For the first two, I have given you the equation
What have you done for these last two?
Show me your preliminary steps.
n+d+q=25
n+d(1+2n)+q=4.10
I'm not sure if I am doing this right
no, you are just writing stuff down.
based on what it said:
number of nickels --- x
number of dimes---- 2x+1
number of quarters = 25-(x + 2x+1) = 24 - 3x
now form a "value" equation:
5x + 10(2x+1) + 25(24-3x) = 410
To solve this problem, we can set up a system of equations.
Let's first assign variables to represent the number of nickels, dimes, and quarters. Let's say:
- N = number of nickels
- D = number of dimes
- Q = number of quarters
We can now translate the given information into equations:
1) The cashier has a total of 25 coins: N + D + Q = 25
2) The total value of the coins is $4.10: 0.05N + 0.10D + 0.25Q = 4.10
3) The number of dimes is 1 more than twice the number of nickels: D = 2N + 1
Now we have a system of three equations. We can solve this system to find the values of N, D, and Q.

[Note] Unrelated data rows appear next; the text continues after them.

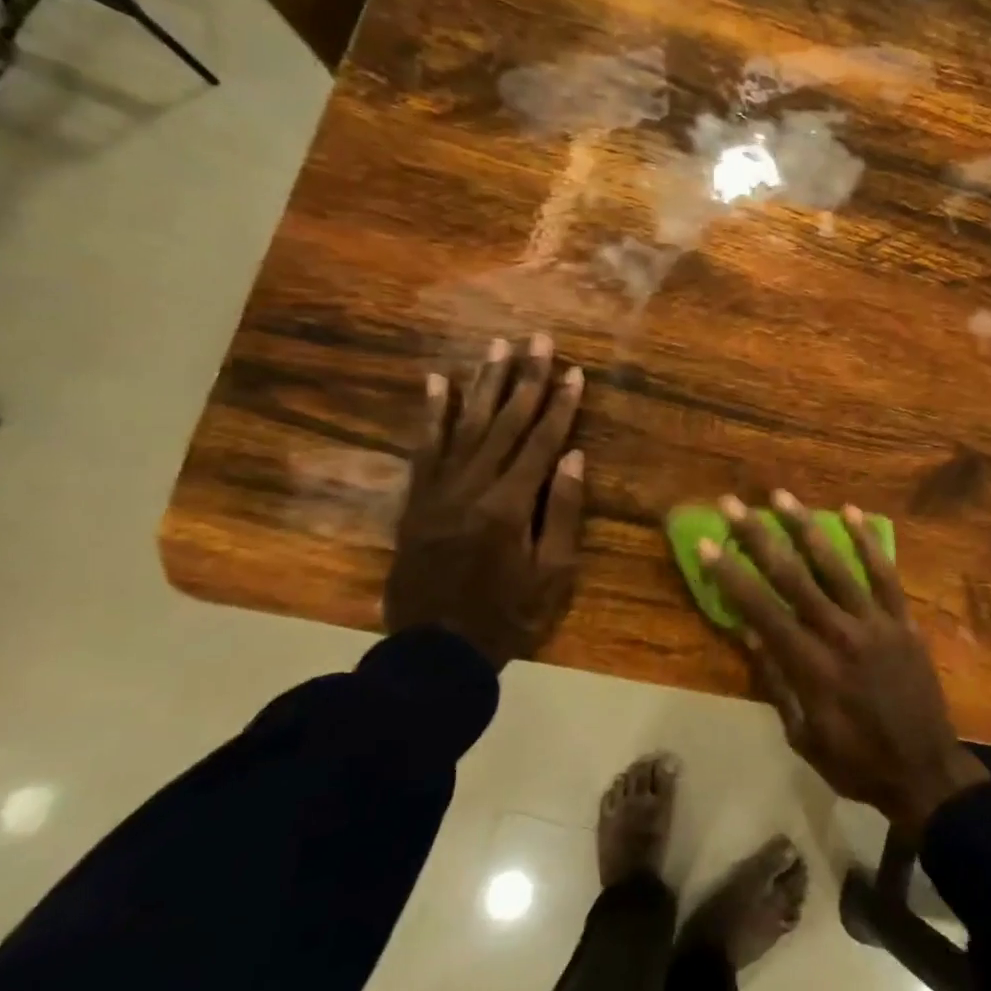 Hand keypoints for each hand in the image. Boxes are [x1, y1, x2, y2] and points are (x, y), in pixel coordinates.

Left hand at [384, 334, 585, 666]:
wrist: (433, 651)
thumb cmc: (507, 617)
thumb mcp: (552, 575)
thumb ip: (564, 513)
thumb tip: (574, 457)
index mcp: (510, 506)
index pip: (541, 442)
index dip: (560, 404)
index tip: (574, 371)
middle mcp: (472, 487)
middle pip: (505, 423)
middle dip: (526, 379)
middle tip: (538, 339)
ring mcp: (439, 490)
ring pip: (465, 424)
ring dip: (484, 383)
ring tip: (497, 346)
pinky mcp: (416, 500)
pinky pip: (425, 447)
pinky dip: (432, 413)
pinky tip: (437, 381)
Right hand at [703, 492, 989, 836]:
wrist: (925, 771)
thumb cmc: (856, 762)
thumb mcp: (803, 736)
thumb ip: (777, 683)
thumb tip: (750, 634)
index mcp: (811, 667)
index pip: (762, 611)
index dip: (731, 576)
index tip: (708, 544)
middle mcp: (841, 634)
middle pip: (793, 577)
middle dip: (759, 537)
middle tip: (734, 504)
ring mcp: (877, 623)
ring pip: (836, 566)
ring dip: (806, 528)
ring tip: (782, 496)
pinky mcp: (904, 620)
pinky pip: (885, 574)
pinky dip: (867, 542)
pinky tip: (851, 512) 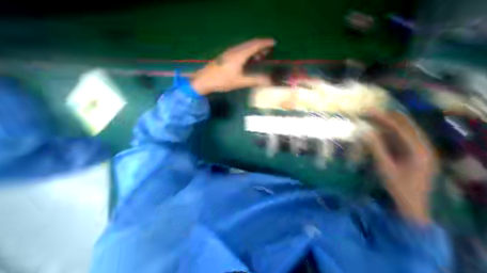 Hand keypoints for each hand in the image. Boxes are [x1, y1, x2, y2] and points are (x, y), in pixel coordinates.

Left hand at [190, 38, 272, 94]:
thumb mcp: (240, 82)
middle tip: (269, 50)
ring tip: (260, 55)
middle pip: (250, 43)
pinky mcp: (225, 56)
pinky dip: (247, 52)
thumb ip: (255, 80)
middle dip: (261, 45)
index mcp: (239, 55)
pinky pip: (240, 50)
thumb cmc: (222, 81)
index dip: (265, 43)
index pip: (255, 45)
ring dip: (254, 48)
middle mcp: (235, 50)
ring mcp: (229, 52)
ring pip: (244, 46)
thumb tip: (269, 81)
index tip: (274, 43)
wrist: (204, 80)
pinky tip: (247, 59)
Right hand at [366, 111, 437, 223]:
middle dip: (390, 118)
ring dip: (390, 124)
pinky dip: (391, 133)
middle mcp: (423, 148)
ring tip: (376, 116)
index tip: (371, 112)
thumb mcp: (385, 167)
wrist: (412, 203)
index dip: (386, 119)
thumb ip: (376, 148)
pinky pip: (402, 140)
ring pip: (405, 133)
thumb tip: (366, 133)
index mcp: (420, 151)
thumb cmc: (398, 186)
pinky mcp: (413, 155)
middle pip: (406, 128)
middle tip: (373, 111)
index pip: (402, 129)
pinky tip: (381, 130)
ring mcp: (420, 152)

First, let's rearrange equation 3 to isolate N:
2N = D - 1
N = (D - 1) / 2
Now we can substitute this expression for N in equations 1 and 2, resulting in:
(D - 1) / 2 + D + Q = 25 (equation 1)
0.05((D - 1) / 2) + 0.10D + 0.25Q = 4.10 (equation 2)
Now we have a system of two equations with two variables (D and Q). We can solve this system using algebra or another method like substitution or elimination.
Simplifying equation 1:
D/2 - 1/2 + D + Q = 25
2D + Q = 24 + 1/2
Now simplifying equation 2:
0.05(D - 1)/2 + 0.10D + 0.25Q = 4.10
0.05(D - 1) + 0.20D + 0.25Q = 4.10
0.05D - 0.05 + 0.20D + 0.25Q = 4.10
0.25D + 0.25Q = 4.10 + 0.05
Now we have a system of two equations:
2D + Q = 24.5 (equation 3)
0.25D + 0.25Q = 4.15 (equation 4)
Now we can solve this system using substitution or elimination to find the values of D and Q.